天地がひっくり返ったのと同じぐらい想像がつかないと思います。
もしかすると今後パートナーと別れる日がくるのかもしれません。
その時、未来の私が何を思うのか、想像もつきません。
自分を生きようと思った頃。
あなたは本当に「好きなものに一生懸命な人が好き」ですね。
自分がそうだから、仲間が欲しい、その自分の衝動と共鳴してくれる人を探しているのかもしれません。

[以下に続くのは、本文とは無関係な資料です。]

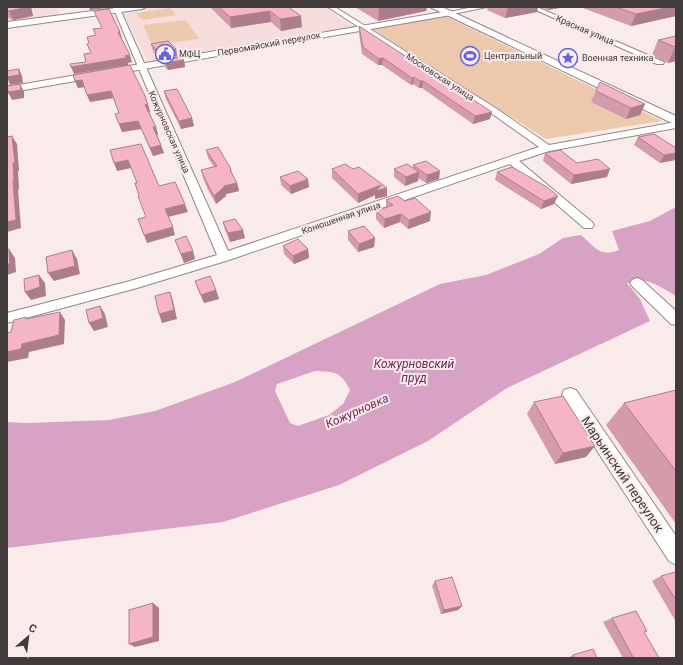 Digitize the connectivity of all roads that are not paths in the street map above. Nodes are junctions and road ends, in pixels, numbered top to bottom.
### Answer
1 (142, 7) edge
2 (331, 7) edge
3 (435, 7) edge
4 (484, 7) edge
5 (532, 7) edge
6 (116, 8) edge
7 (448, 13) junction
8 (7, 25) edge
9 (363, 28) junction
10 (660, 62) dead end
11 (140, 66) junction
12 (7, 90) edge
13 (676, 121) edge
14 (676, 125) edge
15 (547, 148) junction
16 (512, 160) junction
17 (588, 225) dead end
18 (224, 257) junction
19 (636, 283) dead end
20 (7, 318) edge
21 (676, 320) edge
22 (570, 395) dead end
23 (676, 554) edge

1 - 6 street
2 - 9 street, Московская улица
3 - 7 main road
4 - 7 street, Первомайский переулок
5 - 10 street, Красная улица
6 - 8 street
6 - 11 street, Кожурновская улица
7 - 9 street, Первомайский переулок
7 - 13 main road
9 - 11 street, Первомайский переулок
9 - 15 street, Московская улица
11 - 12 street, Первомайский переулок
11 - 18 street, Кожурновская улица
14 - 15 street, Конюшенная улица
15 - 16 street, Конюшенная улица
16 - 17 street
16 - 18 street, Конюшенная улица
18 - 20 street, Конюшенная улица
19 - 21 street
22 - 23 street, Марьинский переулок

私はもう「ブレず一貫した夢」は叶えました。おめでとうございます。
もう死ぬ前に後悔する心配はありません。
今から一緒に、10年後にそう言える「想像していなかった未来」を積み上げましょう。
それは小さくてもエンタメ世界の礎になり、誰かを喜ばせ、繋がって、またそこから発展して、想像もできない未来が出来上がって、もっとわくわくして、楽しくて、素敵なものになると思います。
微力でエゴかもしれませんが、そうやって生きたいです。
やりたいことはこれからもたくさん出てくるのかもしれませんが、
それはきっと派生するもので、全て積みあがっていって、全部やりつつまっすぐ走っていくもののような気がしています。
私も「愚かすぎるにも程がある」「程ゲージ99%」を超えたいと思います。
それは、「想像ゲージを超えていく未来」であって欲しいと願っています。